Ryan Isaac: And they actually do use funds, like, publicly traded funds, for their foreign equity exposure. Domestic equity is 4%. That is Yale’s domestic equity. Harvard has the largest domestic equity exposure right now at 11%. Now, you probably would call the private equity and real assets and probably absolutely return a big chunk of domestic equity, too, I am sure. If you consider it that.

Reese Harper: Yeah, but it is not publicly traded.

Ryan Isaac: No, it is different. And then fixed income and cash is about 7% for Yale on the high end, and 13% for Harvard.

Reese Harper: What you can see here, though, is a really different portfolio composition than when most people have. Most people that are millionaires but not uber uber— the crazy thing is, when you say “the millionaire next door,” like, most of our clients and most people who are in that category of being a millionaire, they don’t really feel like they are uber wealthy. They don’t feel like they are super sophisticated. And most of those people end up with just very different portfolio mixes than you are going to see from Yale.

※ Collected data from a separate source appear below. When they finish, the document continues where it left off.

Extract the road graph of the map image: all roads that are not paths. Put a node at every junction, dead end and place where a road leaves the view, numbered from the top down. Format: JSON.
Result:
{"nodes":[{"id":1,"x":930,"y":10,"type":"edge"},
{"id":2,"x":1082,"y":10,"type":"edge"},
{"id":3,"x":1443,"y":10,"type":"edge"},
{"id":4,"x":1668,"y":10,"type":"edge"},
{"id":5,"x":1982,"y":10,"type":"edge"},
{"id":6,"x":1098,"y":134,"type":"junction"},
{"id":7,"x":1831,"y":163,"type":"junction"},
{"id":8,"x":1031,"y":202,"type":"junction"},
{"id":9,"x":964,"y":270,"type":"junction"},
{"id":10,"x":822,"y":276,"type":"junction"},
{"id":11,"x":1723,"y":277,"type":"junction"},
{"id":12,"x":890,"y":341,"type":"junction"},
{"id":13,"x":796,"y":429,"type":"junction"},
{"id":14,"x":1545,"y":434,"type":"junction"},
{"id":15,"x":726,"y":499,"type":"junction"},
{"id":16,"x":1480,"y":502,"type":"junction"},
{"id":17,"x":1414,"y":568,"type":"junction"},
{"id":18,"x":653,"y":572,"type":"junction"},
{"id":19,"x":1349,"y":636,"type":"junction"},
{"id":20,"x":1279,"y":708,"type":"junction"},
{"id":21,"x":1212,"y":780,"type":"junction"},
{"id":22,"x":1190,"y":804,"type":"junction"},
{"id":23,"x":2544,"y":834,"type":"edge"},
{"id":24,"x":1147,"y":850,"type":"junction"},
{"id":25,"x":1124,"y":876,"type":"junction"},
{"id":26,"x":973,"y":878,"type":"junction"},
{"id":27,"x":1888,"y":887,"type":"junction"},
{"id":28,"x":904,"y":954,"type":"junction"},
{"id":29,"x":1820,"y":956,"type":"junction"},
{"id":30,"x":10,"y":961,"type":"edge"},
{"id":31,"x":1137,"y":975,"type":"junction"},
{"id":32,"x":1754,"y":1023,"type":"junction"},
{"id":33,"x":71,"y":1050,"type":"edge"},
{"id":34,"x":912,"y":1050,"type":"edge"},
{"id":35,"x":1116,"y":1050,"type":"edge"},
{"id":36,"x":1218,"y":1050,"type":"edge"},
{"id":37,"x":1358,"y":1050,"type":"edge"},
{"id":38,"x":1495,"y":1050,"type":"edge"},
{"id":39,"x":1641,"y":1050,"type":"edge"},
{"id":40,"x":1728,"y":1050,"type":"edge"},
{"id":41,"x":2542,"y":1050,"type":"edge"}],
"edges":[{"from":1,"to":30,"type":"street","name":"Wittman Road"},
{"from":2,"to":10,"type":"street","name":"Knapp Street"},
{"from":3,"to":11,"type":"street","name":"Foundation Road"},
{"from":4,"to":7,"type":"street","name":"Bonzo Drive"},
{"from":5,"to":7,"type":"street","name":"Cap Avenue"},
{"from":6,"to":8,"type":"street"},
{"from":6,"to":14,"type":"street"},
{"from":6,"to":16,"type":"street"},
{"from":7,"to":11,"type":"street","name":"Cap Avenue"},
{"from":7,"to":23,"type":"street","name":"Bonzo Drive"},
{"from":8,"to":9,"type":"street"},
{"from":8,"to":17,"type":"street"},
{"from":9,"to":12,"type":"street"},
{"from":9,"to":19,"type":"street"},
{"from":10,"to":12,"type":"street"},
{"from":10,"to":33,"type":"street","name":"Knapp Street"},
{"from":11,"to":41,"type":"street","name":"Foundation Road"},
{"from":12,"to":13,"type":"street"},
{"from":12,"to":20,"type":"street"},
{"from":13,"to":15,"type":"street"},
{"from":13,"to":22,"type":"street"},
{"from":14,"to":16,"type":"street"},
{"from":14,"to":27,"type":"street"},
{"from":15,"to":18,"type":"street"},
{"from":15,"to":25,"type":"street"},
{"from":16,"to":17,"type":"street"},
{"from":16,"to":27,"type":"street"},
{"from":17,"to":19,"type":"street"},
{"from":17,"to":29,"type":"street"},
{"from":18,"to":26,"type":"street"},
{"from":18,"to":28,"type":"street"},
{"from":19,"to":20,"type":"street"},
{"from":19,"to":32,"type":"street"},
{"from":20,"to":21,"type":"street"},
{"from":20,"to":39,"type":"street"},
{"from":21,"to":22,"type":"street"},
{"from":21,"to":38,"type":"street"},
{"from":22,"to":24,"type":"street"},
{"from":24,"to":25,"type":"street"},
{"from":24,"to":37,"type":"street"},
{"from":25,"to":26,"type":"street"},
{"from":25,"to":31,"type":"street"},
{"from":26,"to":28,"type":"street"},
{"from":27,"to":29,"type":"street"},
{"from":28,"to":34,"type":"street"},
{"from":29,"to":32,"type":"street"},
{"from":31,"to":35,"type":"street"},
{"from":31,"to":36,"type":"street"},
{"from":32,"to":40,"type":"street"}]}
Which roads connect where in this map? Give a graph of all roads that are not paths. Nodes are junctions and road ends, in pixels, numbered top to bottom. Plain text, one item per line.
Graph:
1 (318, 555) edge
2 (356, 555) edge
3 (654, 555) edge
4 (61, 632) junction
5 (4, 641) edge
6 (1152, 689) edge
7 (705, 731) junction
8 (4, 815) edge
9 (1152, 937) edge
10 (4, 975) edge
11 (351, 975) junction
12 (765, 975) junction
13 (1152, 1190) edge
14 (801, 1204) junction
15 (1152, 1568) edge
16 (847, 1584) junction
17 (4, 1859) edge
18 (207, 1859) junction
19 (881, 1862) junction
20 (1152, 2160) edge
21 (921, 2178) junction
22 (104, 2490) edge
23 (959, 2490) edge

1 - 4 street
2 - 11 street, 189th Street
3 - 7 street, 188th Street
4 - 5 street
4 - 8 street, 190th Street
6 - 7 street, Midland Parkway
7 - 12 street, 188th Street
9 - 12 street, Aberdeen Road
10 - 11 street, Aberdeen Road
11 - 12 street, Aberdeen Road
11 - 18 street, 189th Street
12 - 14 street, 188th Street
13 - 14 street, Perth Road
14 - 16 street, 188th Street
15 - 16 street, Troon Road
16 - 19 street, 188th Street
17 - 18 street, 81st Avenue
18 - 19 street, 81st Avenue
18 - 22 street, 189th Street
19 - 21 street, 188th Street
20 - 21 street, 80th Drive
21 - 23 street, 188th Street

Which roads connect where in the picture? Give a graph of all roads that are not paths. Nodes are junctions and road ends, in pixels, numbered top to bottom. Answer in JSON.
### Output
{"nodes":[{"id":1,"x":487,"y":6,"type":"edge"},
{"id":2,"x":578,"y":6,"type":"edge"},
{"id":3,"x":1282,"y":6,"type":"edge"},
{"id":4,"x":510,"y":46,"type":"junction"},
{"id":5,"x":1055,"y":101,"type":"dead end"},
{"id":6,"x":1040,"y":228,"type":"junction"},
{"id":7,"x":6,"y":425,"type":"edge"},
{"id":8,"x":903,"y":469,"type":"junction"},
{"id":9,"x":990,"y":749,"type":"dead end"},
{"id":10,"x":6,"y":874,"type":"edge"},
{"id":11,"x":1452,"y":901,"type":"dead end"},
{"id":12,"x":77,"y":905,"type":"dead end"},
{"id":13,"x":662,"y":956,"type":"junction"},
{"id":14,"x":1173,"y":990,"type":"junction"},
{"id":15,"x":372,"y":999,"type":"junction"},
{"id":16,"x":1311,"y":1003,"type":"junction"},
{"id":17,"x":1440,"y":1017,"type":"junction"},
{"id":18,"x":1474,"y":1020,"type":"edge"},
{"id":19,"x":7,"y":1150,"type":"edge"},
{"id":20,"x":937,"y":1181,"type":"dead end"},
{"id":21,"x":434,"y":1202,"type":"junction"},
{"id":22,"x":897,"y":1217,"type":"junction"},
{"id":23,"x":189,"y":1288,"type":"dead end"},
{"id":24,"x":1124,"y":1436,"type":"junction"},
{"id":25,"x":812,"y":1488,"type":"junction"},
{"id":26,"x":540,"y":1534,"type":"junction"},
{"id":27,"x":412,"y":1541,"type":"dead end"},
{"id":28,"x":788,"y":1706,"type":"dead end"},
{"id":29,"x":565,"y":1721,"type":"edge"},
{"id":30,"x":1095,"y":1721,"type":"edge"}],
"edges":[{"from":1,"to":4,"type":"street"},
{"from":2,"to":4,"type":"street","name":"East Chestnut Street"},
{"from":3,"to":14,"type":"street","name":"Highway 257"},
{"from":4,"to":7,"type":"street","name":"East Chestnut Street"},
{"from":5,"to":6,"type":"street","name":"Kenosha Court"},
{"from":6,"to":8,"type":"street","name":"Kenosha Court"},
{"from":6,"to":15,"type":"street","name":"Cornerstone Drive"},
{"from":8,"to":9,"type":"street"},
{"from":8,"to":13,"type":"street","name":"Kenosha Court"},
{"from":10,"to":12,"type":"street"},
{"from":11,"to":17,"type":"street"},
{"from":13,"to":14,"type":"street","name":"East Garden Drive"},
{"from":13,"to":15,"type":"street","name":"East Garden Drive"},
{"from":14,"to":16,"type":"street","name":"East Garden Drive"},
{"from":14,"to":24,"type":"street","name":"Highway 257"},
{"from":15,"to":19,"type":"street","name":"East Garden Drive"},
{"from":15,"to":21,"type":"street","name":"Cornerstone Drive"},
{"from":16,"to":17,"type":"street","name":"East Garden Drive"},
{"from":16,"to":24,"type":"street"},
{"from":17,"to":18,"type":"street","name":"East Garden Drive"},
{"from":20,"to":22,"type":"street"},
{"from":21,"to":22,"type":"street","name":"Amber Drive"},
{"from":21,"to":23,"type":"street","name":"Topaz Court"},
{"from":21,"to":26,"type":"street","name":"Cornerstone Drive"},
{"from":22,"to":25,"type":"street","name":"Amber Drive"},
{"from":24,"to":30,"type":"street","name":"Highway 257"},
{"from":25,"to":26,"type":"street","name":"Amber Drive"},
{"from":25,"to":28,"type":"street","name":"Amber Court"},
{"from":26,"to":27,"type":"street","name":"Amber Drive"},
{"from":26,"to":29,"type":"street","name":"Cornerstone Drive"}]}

Ryan Isaac: Yeah, so the question is— as I went through this stuff, I started thinking, so why is this appealing to individual investors then? Is it because they don’t actually know how this portfolio breaks down, and how hard it would actually be to allocate 30% to private equity, legit private equity, and 20% to illiquid real estate and land holdings? I mean, is it because they don’t know, or what is so appealing then, after you hear—

Reese Harper: Well in 2005 and 2006 and 2007, I mean, this was the talk of the town for quite a while.

Ryan Isaac: Okay. Their losses were dampened, big time.

Reese Harper: Yeah, I mean, the losses that came out of pension funds through the great recession were much less on average than if you were 100% in the stock market, because a lot of these things are private contracts. I mean, a lot of this stuff isn’t even— if you look at the private equity holdings that Yale has, the valuation isn’t even disclosed; you don’t even know what it is; you don’t even check on it, honestly!

Ryan Isaac: They actually bring that up in the study, that a lot of these, the valuations are not even absolutely known until they finally liquidate years in the future. It could be that they have been having horrible returns! We don’t know (laughs).

Reese Harper: But you are going to— your time frame on a private investment like this could be five to seven years before you even really care! You’re like, “that was the objective; that is what the pro forma that we invested in was stating. So, we are not, like, looking for asset performance at the bottom of a market decline.”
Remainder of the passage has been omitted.